[Saved data entries]
■ ■ ■
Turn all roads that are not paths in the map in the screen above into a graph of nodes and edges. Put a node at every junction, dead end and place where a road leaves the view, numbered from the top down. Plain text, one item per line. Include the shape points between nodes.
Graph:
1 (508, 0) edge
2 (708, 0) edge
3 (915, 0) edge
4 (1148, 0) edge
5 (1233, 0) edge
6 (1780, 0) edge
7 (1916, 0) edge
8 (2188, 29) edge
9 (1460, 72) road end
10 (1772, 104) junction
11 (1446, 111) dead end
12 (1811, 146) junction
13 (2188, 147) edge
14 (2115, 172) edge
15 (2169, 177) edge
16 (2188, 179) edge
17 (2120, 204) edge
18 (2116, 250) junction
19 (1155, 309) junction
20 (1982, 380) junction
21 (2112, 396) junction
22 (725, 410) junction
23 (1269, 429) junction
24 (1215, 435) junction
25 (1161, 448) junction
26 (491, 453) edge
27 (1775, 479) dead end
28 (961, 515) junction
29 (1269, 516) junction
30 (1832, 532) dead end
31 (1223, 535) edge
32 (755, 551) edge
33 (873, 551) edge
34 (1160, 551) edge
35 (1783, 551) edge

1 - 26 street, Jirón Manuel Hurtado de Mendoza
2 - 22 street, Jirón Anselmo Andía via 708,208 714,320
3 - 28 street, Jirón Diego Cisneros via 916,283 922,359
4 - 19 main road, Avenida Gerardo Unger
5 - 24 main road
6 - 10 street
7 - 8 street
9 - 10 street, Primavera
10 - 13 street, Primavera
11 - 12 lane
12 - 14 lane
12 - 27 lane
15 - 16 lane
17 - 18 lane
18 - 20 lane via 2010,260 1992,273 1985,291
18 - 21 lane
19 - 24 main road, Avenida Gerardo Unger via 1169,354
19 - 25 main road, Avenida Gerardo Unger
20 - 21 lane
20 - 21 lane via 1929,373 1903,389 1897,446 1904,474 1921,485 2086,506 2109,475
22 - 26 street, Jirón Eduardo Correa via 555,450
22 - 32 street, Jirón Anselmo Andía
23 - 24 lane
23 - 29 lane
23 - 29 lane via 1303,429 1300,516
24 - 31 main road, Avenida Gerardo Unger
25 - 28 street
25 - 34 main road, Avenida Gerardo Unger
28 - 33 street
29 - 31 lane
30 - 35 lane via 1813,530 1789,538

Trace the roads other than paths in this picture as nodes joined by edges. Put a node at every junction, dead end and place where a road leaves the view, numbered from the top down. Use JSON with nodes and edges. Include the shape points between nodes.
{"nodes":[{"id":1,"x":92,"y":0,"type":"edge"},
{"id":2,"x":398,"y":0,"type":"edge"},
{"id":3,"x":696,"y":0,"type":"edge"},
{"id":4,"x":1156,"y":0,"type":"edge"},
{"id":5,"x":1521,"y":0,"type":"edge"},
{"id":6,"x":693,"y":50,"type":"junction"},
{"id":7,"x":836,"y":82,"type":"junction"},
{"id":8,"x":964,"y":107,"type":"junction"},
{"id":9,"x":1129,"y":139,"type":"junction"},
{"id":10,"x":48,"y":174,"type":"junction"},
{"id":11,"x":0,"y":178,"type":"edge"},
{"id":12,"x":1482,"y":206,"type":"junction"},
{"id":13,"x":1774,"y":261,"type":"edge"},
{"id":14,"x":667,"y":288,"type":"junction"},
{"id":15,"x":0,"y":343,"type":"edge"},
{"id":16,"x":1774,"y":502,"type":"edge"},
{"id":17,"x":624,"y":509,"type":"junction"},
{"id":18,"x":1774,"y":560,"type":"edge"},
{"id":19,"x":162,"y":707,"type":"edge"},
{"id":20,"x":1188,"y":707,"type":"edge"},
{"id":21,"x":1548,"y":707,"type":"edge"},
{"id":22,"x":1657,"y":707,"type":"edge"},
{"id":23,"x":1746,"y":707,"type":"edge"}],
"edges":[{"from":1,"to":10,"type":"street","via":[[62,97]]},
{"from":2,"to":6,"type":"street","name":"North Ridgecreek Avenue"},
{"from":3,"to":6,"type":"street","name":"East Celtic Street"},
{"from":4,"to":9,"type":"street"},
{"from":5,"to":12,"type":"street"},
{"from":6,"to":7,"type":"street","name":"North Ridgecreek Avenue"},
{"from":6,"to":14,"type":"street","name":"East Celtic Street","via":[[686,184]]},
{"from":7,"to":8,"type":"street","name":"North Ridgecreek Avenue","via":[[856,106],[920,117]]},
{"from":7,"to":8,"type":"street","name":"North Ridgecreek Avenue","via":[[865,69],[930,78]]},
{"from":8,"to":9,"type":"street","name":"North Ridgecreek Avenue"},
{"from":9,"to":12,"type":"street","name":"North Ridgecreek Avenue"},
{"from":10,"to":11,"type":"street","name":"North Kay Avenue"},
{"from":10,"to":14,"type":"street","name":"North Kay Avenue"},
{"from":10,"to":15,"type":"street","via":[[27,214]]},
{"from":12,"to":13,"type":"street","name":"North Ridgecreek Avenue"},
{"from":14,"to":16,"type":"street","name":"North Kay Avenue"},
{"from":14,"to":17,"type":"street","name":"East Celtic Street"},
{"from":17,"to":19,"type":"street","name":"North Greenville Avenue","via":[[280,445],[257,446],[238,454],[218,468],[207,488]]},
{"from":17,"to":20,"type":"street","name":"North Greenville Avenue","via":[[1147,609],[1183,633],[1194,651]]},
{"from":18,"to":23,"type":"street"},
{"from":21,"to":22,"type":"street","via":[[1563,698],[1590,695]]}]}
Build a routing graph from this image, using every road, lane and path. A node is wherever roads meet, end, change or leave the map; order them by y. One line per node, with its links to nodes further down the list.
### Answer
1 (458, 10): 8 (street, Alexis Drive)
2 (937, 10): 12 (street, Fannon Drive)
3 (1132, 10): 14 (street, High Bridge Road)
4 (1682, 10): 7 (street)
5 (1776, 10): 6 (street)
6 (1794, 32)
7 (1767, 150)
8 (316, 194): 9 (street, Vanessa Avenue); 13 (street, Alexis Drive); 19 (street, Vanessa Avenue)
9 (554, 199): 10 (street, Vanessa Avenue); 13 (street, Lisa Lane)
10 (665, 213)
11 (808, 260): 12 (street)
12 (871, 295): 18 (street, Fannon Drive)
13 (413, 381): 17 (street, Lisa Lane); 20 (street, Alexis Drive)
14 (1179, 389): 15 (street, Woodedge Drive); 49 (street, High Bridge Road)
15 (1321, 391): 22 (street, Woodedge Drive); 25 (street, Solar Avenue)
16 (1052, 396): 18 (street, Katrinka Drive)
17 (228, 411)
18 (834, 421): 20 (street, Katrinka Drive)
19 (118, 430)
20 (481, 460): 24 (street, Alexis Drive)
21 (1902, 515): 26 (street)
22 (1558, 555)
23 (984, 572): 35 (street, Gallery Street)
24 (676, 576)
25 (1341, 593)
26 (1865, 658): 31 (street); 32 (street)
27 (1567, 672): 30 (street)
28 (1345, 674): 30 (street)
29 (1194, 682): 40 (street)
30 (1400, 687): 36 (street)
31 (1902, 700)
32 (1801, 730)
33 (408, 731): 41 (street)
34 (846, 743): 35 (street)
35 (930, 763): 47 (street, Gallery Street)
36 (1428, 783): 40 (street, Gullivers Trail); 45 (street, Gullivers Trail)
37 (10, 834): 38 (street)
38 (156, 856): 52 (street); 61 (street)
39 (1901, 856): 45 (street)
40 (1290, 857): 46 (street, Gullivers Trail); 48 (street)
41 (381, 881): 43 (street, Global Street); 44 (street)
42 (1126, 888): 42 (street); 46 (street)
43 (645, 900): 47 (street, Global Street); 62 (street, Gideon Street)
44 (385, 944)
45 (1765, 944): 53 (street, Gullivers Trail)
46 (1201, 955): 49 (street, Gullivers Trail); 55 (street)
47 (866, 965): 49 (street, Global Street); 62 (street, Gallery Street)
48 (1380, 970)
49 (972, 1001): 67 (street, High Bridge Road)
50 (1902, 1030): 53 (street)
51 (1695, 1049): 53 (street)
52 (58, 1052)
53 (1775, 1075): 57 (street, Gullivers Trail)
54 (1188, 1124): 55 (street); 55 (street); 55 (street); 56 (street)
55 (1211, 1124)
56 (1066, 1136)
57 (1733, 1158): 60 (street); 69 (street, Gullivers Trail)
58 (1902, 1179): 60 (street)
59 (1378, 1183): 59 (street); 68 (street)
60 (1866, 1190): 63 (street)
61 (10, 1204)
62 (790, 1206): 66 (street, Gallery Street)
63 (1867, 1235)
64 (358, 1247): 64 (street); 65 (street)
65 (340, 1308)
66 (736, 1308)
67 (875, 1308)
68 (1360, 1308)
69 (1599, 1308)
■ ■ ■
_What you will do_:
The result is a copy of every line above where the word "Fannon" shows up.

_Answer to the exercise_:
2 (937, 10): 12 (street, Fannon Drive)
12 (871, 295): 18 (street, Fannon Drive)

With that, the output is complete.